ANEW MEDICAL, INC. (OTCPK:LEAS) entered into a definitive merger agreement to acquire Redwoods Acquisition Corp. (NasdaqGM:RWOD) from Redwoods Capital LLC and others for approximately $110 million in a reverse merger transaction on May 30, 2023. As per the terms of the transaction, the Company will acquire all of the outstanding equity interests of ANEW in exchange for shares of the Company's common stock, par value $0.0001 per share (the “ Common Stock ”), based on an implied ANEW equity value of $60,000,000, to be paid to ANEW stockholders at the effective time of the Merger.

In addition, certain ANEW stockholders will be issued additional shares of the Company's Common Stock (the “ Contingent Consideration Shares ”), which will be issued as follows: (i) 2,000,000 Contingent Consideration Shares upon the Company achieving a closing price equal to or exceeding $12.50; (ii) 2,000,000 Contingent Consideration Shares upon the Company achieving a closing price equal to or exceeding $15.00; and (iii) 1,000,000 Contingent Consideration Shares upon the Company achieving a closing price equal to or exceeding $20.00 for 10 trading days within a 20-day trading period in the first five years following the Closing. The pro forma enterprise value of the combined company is up to $94 million, which includes up to $54 of cash held in the trust account of Redwoods, which is subject to redemption by Redwoods stockholders. These values exclude up to 5 million of additional earn-out shares that would be issued to ANEW stockholders if applicable stock performance-based requirements are met.
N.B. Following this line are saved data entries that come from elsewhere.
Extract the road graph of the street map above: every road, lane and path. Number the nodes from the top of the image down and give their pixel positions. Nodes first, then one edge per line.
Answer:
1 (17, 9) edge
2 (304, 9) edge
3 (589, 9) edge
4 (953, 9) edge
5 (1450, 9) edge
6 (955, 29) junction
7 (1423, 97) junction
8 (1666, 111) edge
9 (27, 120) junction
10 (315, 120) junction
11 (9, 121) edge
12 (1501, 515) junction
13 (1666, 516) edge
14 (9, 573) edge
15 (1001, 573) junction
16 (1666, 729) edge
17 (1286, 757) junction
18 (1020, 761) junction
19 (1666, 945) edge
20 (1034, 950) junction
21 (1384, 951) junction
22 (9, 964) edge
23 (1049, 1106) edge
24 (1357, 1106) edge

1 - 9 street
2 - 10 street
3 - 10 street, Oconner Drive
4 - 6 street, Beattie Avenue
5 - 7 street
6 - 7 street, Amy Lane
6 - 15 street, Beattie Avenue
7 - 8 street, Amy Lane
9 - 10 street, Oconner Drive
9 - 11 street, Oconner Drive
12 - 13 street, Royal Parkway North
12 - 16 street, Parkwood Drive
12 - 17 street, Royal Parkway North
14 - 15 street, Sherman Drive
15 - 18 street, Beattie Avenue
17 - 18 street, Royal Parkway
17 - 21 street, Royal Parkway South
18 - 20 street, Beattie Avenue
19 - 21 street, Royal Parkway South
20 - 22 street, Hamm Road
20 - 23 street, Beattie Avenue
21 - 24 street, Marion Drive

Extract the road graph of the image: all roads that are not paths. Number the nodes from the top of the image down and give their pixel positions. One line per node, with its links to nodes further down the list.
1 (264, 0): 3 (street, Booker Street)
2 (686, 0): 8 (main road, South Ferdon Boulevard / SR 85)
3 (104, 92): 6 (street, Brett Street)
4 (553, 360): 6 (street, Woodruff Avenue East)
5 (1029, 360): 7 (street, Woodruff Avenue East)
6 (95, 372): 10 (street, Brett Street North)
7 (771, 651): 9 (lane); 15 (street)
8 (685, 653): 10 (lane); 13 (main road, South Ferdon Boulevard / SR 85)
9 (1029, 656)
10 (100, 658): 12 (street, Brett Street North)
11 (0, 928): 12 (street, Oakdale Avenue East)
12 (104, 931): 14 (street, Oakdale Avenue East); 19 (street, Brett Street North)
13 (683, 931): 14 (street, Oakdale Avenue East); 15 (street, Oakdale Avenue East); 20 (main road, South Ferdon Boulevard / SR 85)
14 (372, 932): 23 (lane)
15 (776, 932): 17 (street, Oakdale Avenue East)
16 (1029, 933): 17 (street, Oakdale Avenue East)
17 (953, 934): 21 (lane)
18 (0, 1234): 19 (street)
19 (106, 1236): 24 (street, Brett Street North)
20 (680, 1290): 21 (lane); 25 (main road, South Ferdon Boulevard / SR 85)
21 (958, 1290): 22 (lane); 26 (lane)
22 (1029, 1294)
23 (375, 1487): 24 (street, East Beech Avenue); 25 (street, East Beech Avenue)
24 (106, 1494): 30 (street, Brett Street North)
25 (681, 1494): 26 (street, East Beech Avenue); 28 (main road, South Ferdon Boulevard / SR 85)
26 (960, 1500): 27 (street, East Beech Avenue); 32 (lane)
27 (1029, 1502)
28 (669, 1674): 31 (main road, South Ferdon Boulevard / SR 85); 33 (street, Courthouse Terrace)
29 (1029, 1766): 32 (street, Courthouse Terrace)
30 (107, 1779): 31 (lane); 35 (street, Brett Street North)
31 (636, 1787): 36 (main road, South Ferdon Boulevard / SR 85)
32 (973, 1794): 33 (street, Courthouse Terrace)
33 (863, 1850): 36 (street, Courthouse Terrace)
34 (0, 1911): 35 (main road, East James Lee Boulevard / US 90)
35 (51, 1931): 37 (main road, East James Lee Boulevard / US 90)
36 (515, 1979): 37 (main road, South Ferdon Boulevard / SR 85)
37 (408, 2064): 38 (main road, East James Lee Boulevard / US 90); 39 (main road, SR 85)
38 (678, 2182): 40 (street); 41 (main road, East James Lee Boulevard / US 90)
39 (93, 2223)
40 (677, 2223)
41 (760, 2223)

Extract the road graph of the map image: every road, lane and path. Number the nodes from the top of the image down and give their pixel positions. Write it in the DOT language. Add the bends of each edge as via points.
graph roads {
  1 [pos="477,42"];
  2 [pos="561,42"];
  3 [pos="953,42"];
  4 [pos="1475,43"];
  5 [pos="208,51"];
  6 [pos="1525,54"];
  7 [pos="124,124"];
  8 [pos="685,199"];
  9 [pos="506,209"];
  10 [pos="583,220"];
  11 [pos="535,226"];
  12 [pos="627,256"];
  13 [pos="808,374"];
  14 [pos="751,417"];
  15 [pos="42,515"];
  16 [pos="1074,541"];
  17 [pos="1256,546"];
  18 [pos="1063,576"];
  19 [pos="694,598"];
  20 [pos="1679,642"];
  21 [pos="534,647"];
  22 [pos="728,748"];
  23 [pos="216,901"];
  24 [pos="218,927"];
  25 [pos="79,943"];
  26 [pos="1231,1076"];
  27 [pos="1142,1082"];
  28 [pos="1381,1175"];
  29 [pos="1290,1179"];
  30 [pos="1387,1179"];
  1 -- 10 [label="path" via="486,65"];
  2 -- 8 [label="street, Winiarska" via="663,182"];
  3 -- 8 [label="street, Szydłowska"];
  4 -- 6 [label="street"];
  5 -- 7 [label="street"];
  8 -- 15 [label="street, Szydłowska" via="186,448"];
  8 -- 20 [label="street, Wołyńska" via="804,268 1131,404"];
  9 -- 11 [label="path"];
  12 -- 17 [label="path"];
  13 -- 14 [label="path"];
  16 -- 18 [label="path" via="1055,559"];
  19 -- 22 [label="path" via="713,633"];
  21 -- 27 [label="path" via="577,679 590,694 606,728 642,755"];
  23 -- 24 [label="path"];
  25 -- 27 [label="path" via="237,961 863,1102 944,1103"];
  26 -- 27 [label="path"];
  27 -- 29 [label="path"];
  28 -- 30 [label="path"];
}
The proposed business combination contemplates that ANEW's stockholders will roll 100% of their equity into the combined company and will be eligible to receive additional shares pursuant to an earn-out based on the combined company's future stock performance. ANEW MEDICAL shall pay Redwoods a termination fee of $500,000 and vice-versa. The transaction, which has been unanimously approved by the boards of directors of ANEW and Redwoods, is subject to approval by their respective stockholders, the expiration or termination of the applicable waiting period, continuing listing requirements of Nasdaq and the shares of the Company's Common Stock have been approved for listing on Nasdaq, the S-4 Registration Statement having become effective and other closing conditions.

All cash remaining on the combined company's balance sheet at the closing of the transaction, after the settlement of transaction-related expenses, is expected to be utilized by the combined company for working capital, growth, and other general corporate purposes. The proposed business combination is expected to be completed by the fourth quarter of 2023. Chardan is acting as M&A and capital markets advisor to ANEW.

Paul Goodman of Cyruli Shanks & Zizmor, LLP is acting as legal counsel to ANEW. Giovanni Caruso of Loeb & Loeb LLP is acting as legal counsel to Redwoods.